As the entry deadline for the Dadi Awards, in association with Synergist, approaches, The Drum has been asking some of this year's judges for their views on the current state of the digital industry and what they'll be looking for from this year's entrants.
First in the hotseat is George Mudie, director of digital for News UK and Ireland. Mudie is responsible for bringing together digital product management, delivery and software engineering for the Times, the Sunday Times and the Sun newspapers.
What has been your favourite digital product or campaign from the last 12 months?
I really enjoyed going to SxSW this year. One of the early products that caught my eye was from EyeTribe. A bunch of Danish PhD researchers have created a sensor array that can track what your eye is looking at with minimal set-up. It is initially unnerving to look at a place on a display and have your eye movement accurately tracked. The experience then becomes fun and finally you wonder why you’ve been waving your fingers around for the last seven years. All we need is the sensor bar to be condensed down into something that can be embedded in devices.
One of News UK's big digital plays this year was online Premier League highlights. What have you learned from the Sun+ Goals app? And how big a role will video play in News UK’s ongoing digital strategy?
Previous goals apps have tended to either focus on the video or on the editorial side. Having previously worked at Sky I was aware of how powerful high quality football video can be. The real surprise for me was how the experience felt more valuable and entertaining when you combine the exclusive near live goal videos and post-match highlights with the Sun’s editorial content. It is a much richer and more engaging experience.
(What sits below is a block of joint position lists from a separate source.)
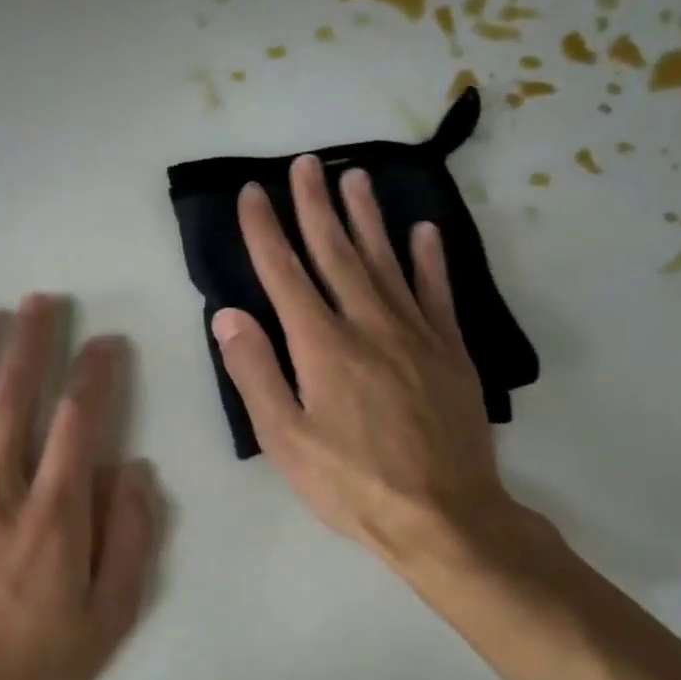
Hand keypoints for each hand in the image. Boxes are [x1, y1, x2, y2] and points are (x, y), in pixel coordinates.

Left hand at [0, 297, 160, 679]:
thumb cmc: (41, 666)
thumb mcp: (111, 615)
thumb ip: (130, 538)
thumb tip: (133, 471)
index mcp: (53, 514)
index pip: (80, 420)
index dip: (96, 373)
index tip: (106, 344)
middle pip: (12, 398)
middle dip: (30, 342)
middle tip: (40, 302)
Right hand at [212, 157, 524, 573]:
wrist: (445, 516)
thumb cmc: (351, 483)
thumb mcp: (285, 439)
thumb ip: (255, 373)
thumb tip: (229, 315)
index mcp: (322, 346)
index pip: (285, 274)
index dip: (266, 231)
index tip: (253, 193)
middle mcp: (369, 325)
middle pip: (337, 253)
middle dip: (315, 206)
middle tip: (305, 163)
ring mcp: (417, 334)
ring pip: (387, 261)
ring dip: (367, 217)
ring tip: (355, 176)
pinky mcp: (451, 352)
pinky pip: (438, 293)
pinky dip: (429, 259)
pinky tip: (423, 231)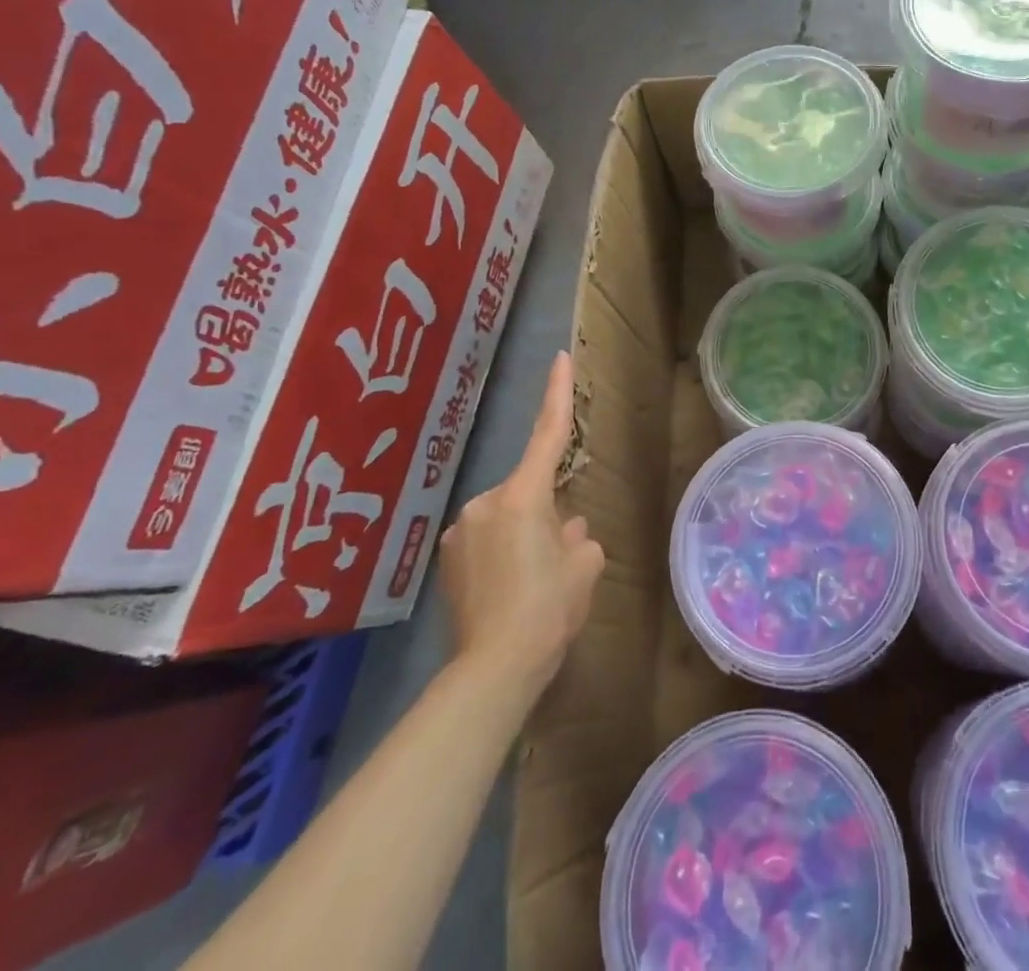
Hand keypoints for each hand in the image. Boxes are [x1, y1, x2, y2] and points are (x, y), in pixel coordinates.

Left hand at [438, 351, 604, 694]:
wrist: (493, 670)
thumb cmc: (549, 609)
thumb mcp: (583, 567)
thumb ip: (579, 536)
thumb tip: (568, 527)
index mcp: (523, 497)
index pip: (547, 434)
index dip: (557, 394)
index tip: (561, 358)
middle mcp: (484, 503)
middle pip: (527, 491)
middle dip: (545, 512)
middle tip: (557, 558)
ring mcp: (458, 531)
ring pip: (505, 517)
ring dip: (522, 534)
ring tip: (530, 582)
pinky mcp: (445, 559)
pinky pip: (483, 540)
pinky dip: (499, 553)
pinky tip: (507, 590)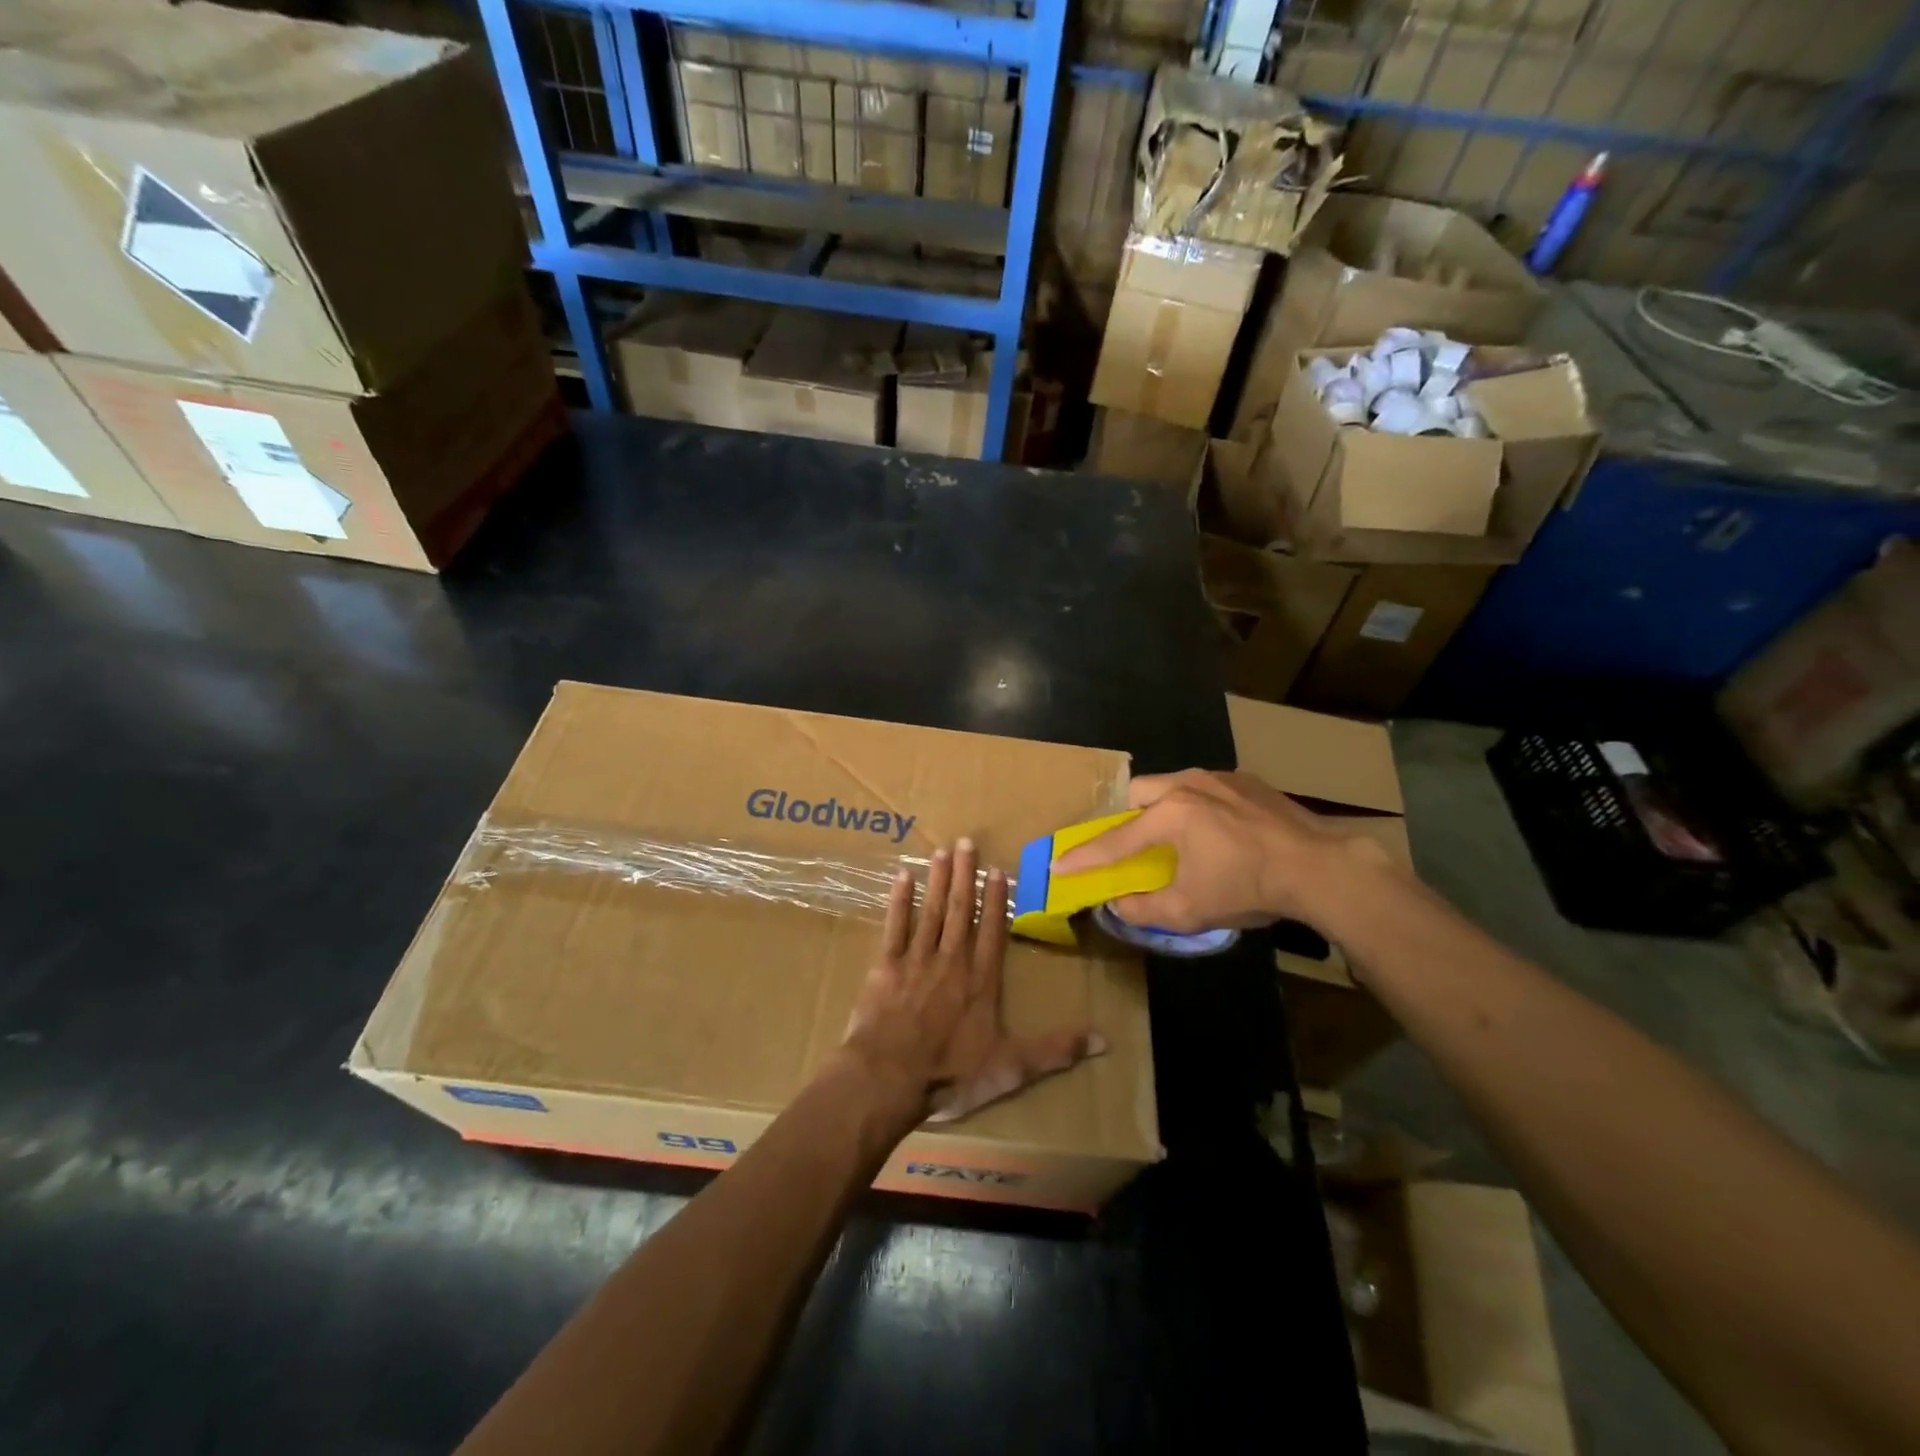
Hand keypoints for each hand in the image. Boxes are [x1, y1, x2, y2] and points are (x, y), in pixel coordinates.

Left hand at [840, 839, 1105, 1123]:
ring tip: (941, 850)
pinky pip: (894, 926)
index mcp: (981, 981)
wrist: (888, 1078)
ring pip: (931, 911)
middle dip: (964, 875)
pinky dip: (899, 901)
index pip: (992, 931)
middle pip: (960, 910)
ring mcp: (916, 960)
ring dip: (937, 880)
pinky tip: (902, 877)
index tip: (997, 870)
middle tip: (966, 841)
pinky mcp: (886, 966)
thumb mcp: (1011, 1069)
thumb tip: (1104, 1041)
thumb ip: (1056, 1051)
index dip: (996, 900)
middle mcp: (951, 961)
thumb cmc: (950, 1073)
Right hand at [1050, 770, 1393, 934]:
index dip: (1083, 857)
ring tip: (1175, 837)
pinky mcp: (1247, 781)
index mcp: (1170, 814)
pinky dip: (1196, 806)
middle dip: (1125, 817)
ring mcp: (1220, 777)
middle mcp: (1188, 784)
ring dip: (1162, 808)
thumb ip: (1144, 908)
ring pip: (1172, 785)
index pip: (1114, 840)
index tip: (1056, 866)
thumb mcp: (1191, 909)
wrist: (1322, 868)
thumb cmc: (1249, 888)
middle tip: (1131, 845)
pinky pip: (1205, 788)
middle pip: (1138, 793)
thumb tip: (1117, 904)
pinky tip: (1216, 832)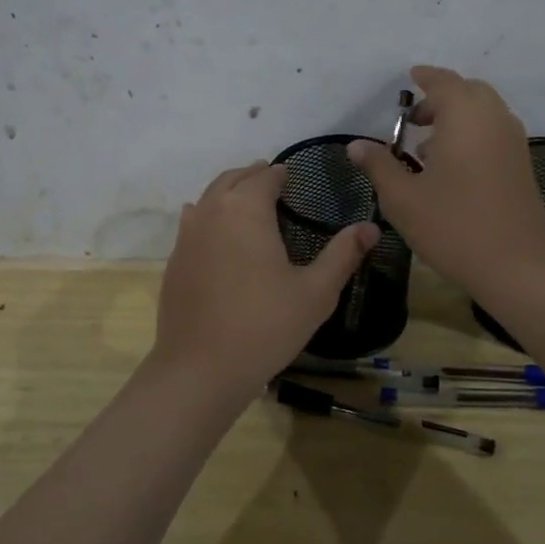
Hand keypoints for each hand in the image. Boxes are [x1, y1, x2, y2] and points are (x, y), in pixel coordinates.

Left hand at [147, 161, 379, 408]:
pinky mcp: (174, 261)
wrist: (201, 368)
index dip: (280, 175)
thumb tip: (371, 227)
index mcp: (246, 209)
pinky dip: (209, 217)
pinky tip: (219, 236)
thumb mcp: (316, 292)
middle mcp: (212, 211)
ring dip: (229, 194)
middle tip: (272, 183)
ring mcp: (186, 236)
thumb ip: (343, 254)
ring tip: (248, 206)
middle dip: (253, 177)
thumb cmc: (265, 325)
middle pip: (232, 179)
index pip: (265, 176)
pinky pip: (193, 224)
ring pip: (208, 198)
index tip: (293, 179)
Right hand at [348, 66, 544, 303]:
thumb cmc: (453, 226)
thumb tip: (355, 145)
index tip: (409, 78)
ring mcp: (513, 142)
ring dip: (458, 118)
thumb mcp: (403, 198)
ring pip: (484, 113)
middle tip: (414, 120)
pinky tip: (451, 168)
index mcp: (465, 117)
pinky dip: (473, 134)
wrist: (516, 266)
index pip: (443, 82)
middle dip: (441, 98)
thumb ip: (379, 165)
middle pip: (468, 92)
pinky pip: (495, 132)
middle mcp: (494, 120)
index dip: (425, 77)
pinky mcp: (522, 165)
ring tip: (426, 148)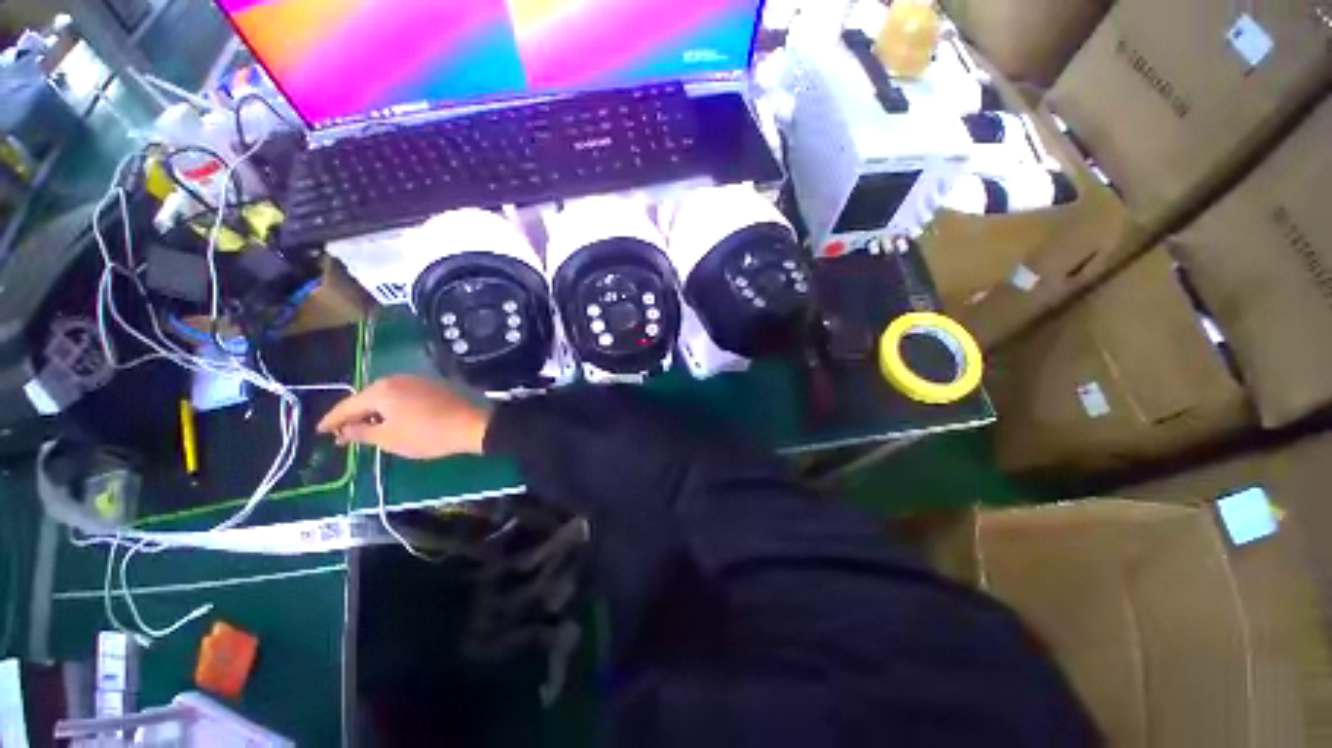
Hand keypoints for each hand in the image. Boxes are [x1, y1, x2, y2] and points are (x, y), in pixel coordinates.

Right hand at [316, 375, 491, 459]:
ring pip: (386, 395)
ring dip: (375, 411)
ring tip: (367, 429)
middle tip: (343, 434)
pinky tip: (394, 419)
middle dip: (354, 415)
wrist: (474, 423)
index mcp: (381, 390)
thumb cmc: (429, 434)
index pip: (347, 405)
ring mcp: (418, 379)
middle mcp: (398, 379)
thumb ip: (362, 433)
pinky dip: (393, 407)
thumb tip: (344, 430)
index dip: (331, 420)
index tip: (320, 432)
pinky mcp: (434, 384)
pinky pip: (404, 394)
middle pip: (367, 397)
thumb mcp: (390, 439)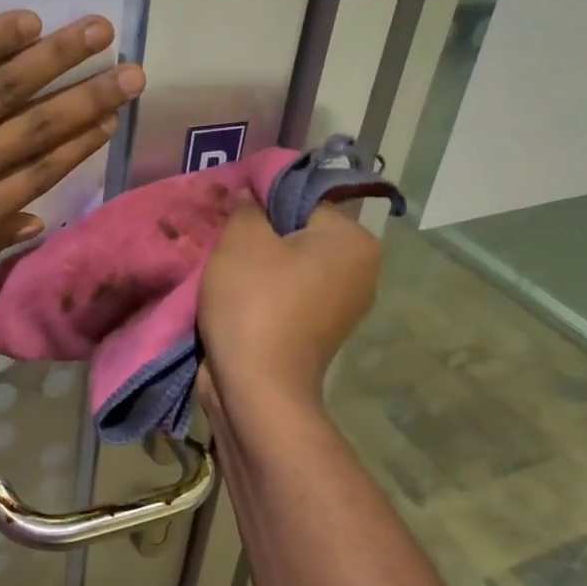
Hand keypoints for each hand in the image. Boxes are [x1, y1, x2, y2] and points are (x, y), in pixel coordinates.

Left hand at [0, 10, 144, 319]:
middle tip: (135, 71)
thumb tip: (32, 220)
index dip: (83, 141)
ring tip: (98, 31)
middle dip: (92, 96)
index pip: (42, 171)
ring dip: (58, 57)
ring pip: (7, 87)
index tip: (113, 117)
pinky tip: (26, 22)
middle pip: (40, 125)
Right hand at [198, 202, 381, 404]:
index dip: (262, 204)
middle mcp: (361, 272)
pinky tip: (235, 299)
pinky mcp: (319, 334)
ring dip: (259, 268)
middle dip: (261, 237)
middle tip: (225, 245)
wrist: (257, 389)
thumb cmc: (255, 303)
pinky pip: (289, 297)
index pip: (302, 200)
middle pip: (299, 235)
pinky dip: (264, 295)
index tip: (231, 218)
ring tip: (225, 273)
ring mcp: (343, 308)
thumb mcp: (242, 239)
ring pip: (291, 268)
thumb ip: (248, 206)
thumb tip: (253, 196)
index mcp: (355, 241)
More broadly, do you think newspaper brands deploy video enough, or well enough, within their digital platforms at present? How can it be used more effectively?
I believe the answer varies depending on the content strengths of the newspaper. Our sister company Wall Street Journal is experimenting with a broadcast-style approach with WSJ Live. At News UK, we’ve been focusing on exclusive sporting video rights. Currently we have the exclusive internet and mobile video clip rights for the Barclays Premier League, Scottish Premier Football League, FA Cup, Aviva Premiership Rugby and English home international and domestic cricket. Next year we will add the Uefa Champions League and the Uefa Europa League.
The Sun has then expanded into a morning football programme, video interviews and post-match analysis, which I particularly enjoy. We’re getting some valuable insight into how customers react to the various video formats. I don’t see video as substituting professionally written world-class editorial content; I think there is an opportunity to use video to amplify or accentuate the written content. It’s an intriguing challenge.
What device trends are you seeing among your audience – has there been an evident migration to tablet, mobile? How are you adapting to suit these platforms?
We serve distinctly different audiences editorially, and they also have distinctly different technology habits. The Times and Sunday Times now has a rather successful tablet app that gets high repeat usage and high dwell times. This fits with a fair number of Times and Sunday Times customers using their tablets rather than mobiles whilst they commute.
For the Sun we’ve had a mobile-first approach. The recently launched Sun Mobile on iOS is an interesting example. The new timeline based design has a very high repeat usage and the customer base is growing organically.
Our recently formed Business Intelligence division has been a great help at refining our customer insight. This in turn has helped to focus our product developments more accurately on the need states of customers and their primary devices.
What devices do you own?
MacBook Air, iPad 4, iPhone 5, Nexus 7, Amazon Kindle. I then have a pile of stuff at home. I’m not sure I want to reveal the full list to my wife at this stage….
As a judge of this year’s Dadi Awards, what are you hoping to see from the entrants? And what is your general opinion of the UK digital industry at present?
I think there is a risk that we lure ourselves into a false state of happiness with regards to our digital industry. We continually demonstrate amazing creativity, but we’ve not really coupled that with a creative business strategy or aggressive expansion. There is an insatiable demand for digital creativity from the larger and more demanding international markets. Thus I’m hoping we can find some companies that have the potential and desire to grow into global digital powerhouses, rather than nice agencies/start-ups hoping to be bought.